TASK REQUIREMENTS: Filter the data for lines with the word "ring" and copy those lines.

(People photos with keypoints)

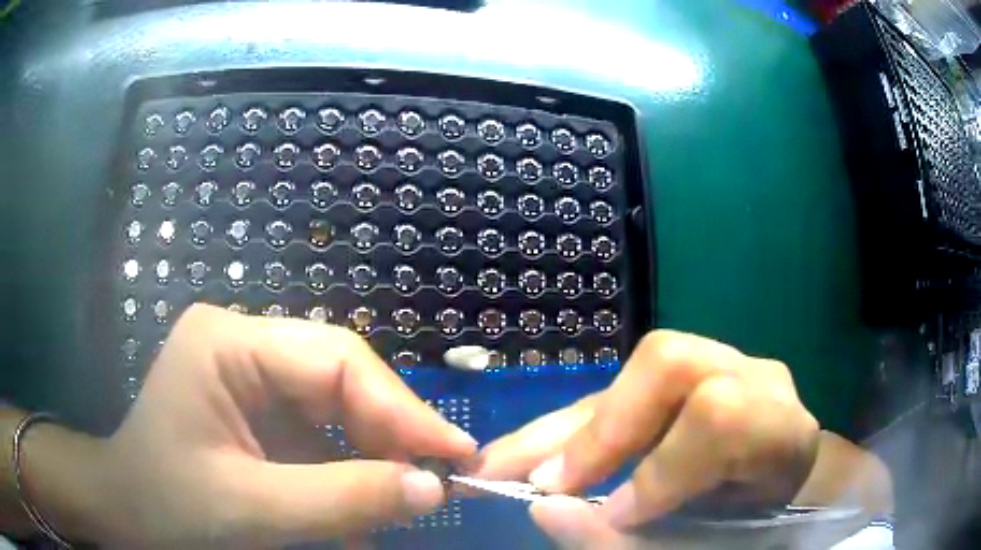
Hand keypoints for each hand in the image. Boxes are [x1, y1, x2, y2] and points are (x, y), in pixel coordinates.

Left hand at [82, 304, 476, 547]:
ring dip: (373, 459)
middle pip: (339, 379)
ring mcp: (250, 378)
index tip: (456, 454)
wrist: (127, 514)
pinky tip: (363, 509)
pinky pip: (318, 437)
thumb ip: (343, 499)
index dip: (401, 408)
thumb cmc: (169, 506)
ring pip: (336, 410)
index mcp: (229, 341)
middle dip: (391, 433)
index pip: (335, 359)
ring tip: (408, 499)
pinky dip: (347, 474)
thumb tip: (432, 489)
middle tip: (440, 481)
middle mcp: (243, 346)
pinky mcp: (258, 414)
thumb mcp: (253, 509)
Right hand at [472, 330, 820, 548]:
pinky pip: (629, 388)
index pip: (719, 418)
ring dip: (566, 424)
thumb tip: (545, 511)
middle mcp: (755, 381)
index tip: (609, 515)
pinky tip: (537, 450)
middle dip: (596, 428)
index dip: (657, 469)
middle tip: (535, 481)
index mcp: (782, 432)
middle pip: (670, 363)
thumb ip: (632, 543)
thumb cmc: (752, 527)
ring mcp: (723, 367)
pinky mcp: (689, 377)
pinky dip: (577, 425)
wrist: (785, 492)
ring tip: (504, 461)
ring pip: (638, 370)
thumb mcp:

WRITTEN SOLUTION:
ring dip: (373, 459)
ring mcp: (250, 378)
ring pip: (336, 410)
ring tip: (408, 499)
ring dip: (566, 424)
ring mcp: (723, 367)
ring tip: (504, 461)
ring pip: (638, 370)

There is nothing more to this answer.